Exercise input Block Start
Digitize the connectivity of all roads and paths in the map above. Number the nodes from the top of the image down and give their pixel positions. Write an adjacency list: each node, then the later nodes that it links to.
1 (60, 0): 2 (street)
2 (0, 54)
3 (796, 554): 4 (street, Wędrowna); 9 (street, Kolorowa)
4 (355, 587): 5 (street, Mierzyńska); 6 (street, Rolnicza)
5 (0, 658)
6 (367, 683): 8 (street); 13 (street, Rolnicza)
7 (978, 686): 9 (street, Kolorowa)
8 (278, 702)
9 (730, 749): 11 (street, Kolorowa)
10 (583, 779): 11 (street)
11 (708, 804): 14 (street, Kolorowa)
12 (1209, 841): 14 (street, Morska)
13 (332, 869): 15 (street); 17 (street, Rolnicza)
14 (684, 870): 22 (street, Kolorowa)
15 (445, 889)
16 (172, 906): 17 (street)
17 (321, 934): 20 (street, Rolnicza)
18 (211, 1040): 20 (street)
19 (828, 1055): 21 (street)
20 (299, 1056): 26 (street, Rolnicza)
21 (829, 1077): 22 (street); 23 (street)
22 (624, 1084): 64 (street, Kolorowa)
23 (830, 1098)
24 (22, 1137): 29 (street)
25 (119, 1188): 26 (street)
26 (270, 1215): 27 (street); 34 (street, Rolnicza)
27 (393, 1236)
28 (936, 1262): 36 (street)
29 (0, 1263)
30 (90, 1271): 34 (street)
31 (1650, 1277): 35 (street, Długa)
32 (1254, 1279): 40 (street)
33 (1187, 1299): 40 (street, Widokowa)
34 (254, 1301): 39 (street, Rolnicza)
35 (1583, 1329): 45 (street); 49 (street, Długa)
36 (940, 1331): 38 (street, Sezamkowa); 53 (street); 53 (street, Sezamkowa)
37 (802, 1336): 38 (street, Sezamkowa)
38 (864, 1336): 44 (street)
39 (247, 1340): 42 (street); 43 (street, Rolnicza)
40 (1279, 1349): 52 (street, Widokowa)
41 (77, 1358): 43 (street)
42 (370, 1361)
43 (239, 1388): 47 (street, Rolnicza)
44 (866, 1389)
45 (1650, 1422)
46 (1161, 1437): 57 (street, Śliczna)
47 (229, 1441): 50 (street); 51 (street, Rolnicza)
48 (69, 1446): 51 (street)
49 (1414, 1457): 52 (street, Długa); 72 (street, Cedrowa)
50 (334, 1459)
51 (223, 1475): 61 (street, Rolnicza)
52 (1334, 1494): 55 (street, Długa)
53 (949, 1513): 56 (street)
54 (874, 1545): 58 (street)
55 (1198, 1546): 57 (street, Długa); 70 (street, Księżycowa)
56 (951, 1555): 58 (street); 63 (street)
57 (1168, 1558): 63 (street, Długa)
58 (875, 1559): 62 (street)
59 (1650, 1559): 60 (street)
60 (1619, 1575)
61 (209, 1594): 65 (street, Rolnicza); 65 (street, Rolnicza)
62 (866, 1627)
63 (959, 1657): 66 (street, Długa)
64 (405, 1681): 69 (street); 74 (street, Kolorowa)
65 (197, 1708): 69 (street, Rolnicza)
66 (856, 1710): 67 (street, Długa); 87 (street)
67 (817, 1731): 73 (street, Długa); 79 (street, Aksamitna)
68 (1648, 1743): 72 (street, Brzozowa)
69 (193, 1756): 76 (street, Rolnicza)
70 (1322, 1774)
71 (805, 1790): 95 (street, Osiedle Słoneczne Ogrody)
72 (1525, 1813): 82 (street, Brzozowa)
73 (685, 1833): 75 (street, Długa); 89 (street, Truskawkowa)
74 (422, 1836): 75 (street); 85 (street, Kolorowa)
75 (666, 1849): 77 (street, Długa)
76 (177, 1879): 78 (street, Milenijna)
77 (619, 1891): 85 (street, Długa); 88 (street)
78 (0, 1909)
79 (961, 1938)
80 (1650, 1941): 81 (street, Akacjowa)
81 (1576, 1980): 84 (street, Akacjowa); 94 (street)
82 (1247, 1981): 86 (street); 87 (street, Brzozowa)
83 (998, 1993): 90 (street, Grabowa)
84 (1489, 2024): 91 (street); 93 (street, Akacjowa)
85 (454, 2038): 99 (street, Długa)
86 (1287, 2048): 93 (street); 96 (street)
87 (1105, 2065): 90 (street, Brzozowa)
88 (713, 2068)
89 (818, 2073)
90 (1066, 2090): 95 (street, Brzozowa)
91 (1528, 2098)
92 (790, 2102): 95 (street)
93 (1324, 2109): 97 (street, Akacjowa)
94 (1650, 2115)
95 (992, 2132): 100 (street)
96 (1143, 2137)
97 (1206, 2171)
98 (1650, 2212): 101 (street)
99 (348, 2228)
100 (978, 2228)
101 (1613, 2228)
Exercise input Block End
(Assignment):
Repeat the records exactly, leaving out none of them.

(Exercise response):
Digitize the connectivity of all roads and paths in the map above. Number the nodes from the top of the image down and give their pixel positions. Write an adjacency list: each node, then the later nodes that it links to.
1 (60, 0): 2 (street)
2 (0, 54)
3 (796, 554): 4 (street, Wędrowna); 9 (street, Kolorowa)
4 (355, 587): 5 (street, Mierzyńska); 6 (street, Rolnicza)
5 (0, 658)
6 (367, 683): 8 (street); 13 (street, Rolnicza)
7 (978, 686): 9 (street, Kolorowa)
8 (278, 702)
9 (730, 749): 11 (street, Kolorowa)
10 (583, 779): 11 (street)
11 (708, 804): 14 (street, Kolorowa)
12 (1209, 841): 14 (street, Morska)
13 (332, 869): 15 (street); 17 (street, Rolnicza)
14 (684, 870): 22 (street, Kolorowa)
15 (445, 889)
16 (172, 906): 17 (street)
17 (321, 934): 20 (street, Rolnicza)
18 (211, 1040): 20 (street)
19 (828, 1055): 21 (street)
20 (299, 1056): 26 (street, Rolnicza)
21 (829, 1077): 22 (street); 23 (street)
22 (624, 1084): 64 (street, Kolorowa)
23 (830, 1098)
24 (22, 1137): 29 (street)
25 (119, 1188): 26 (street)
26 (270, 1215): 27 (street); 34 (street, Rolnicza)
27 (393, 1236)
28 (936, 1262): 36 (street)
29 (0, 1263)
30 (90, 1271): 34 (street)
31 (1650, 1277): 35 (street, Długa)
32 (1254, 1279): 40 (street)
33 (1187, 1299): 40 (street, Widokowa)
34 (254, 1301): 39 (street, Rolnicza)
35 (1583, 1329): 45 (street); 49 (street, Długa)
36 (940, 1331): 38 (street, Sezamkowa); 53 (street); 53 (street, Sezamkowa)
37 (802, 1336): 38 (street, Sezamkowa)
38 (864, 1336): 44 (street)
39 (247, 1340): 42 (street); 43 (street, Rolnicza)
40 (1279, 1349): 52 (street, Widokowa)
41 (77, 1358): 43 (street)
42 (370, 1361)
43 (239, 1388): 47 (street, Rolnicza)
44 (866, 1389)
45 (1650, 1422)
46 (1161, 1437): 57 (street, Śliczna)
47 (229, 1441): 50 (street); 51 (street, Rolnicza)
48 (69, 1446): 51 (street)
49 (1414, 1457): 52 (street, Długa); 72 (street, Cedrowa)
50 (334, 1459)
51 (223, 1475): 61 (street, Rolnicza)
52 (1334, 1494): 55 (street, Długa)
53 (949, 1513): 56 (street)
54 (874, 1545): 58 (street)
55 (1198, 1546): 57 (street, Długa); 70 (street, Księżycowa)
56 (951, 1555): 58 (street); 63 (street)
57 (1168, 1558): 63 (street, Długa)
58 (875, 1559): 62 (street)
59 (1650, 1559): 60 (street)
60 (1619, 1575)
61 (209, 1594): 65 (street, Rolnicza); 65 (street, Rolnicza)
62 (866, 1627)
63 (959, 1657): 66 (street, Długa)
64 (405, 1681): 69 (street); 74 (street, Kolorowa)
65 (197, 1708): 69 (street, Rolnicza)
66 (856, 1710): 67 (street, Długa); 87 (street)
67 (817, 1731): 73 (street, Długa); 79 (street, Aksamitna)
68 (1648, 1743): 72 (street, Brzozowa)
69 (193, 1756): 76 (street, Rolnicza)
70 (1322, 1774)
71 (805, 1790): 95 (street, Osiedle Słoneczne Ogrody)
72 (1525, 1813): 82 (street, Brzozowa)
73 (685, 1833): 75 (street, Długa); 89 (street, Truskawkowa)
74 (422, 1836): 75 (street); 85 (street, Kolorowa)
75 (666, 1849): 77 (street, Długa)
76 (177, 1879): 78 (street, Milenijna)
77 (619, 1891): 85 (street, Długa); 88 (street)
78 (0, 1909)
79 (961, 1938)
80 (1650, 1941): 81 (street, Akacjowa)
81 (1576, 1980): 84 (street, Akacjowa); 94 (street)
82 (1247, 1981): 86 (street); 87 (street, Brzozowa)
83 (998, 1993): 90 (street, Grabowa)
84 (1489, 2024): 91 (street); 93 (street, Akacjowa)
85 (454, 2038): 99 (street, Długa)
86 (1287, 2048): 93 (street); 96 (street)
87 (1105, 2065): 90 (street, Brzozowa)
88 (713, 2068)
89 (818, 2073)
90 (1066, 2090): 95 (street, Brzozowa)
91 (1528, 2098)
92 (790, 2102): 95 (street)
93 (1324, 2109): 97 (street, Akacjowa)
94 (1650, 2115)
95 (992, 2132): 100 (street)
96 (1143, 2137)
97 (1206, 2171)
98 (1650, 2212): 101 (street)
99 (348, 2228)
100 (978, 2228)
101 (1613, 2228)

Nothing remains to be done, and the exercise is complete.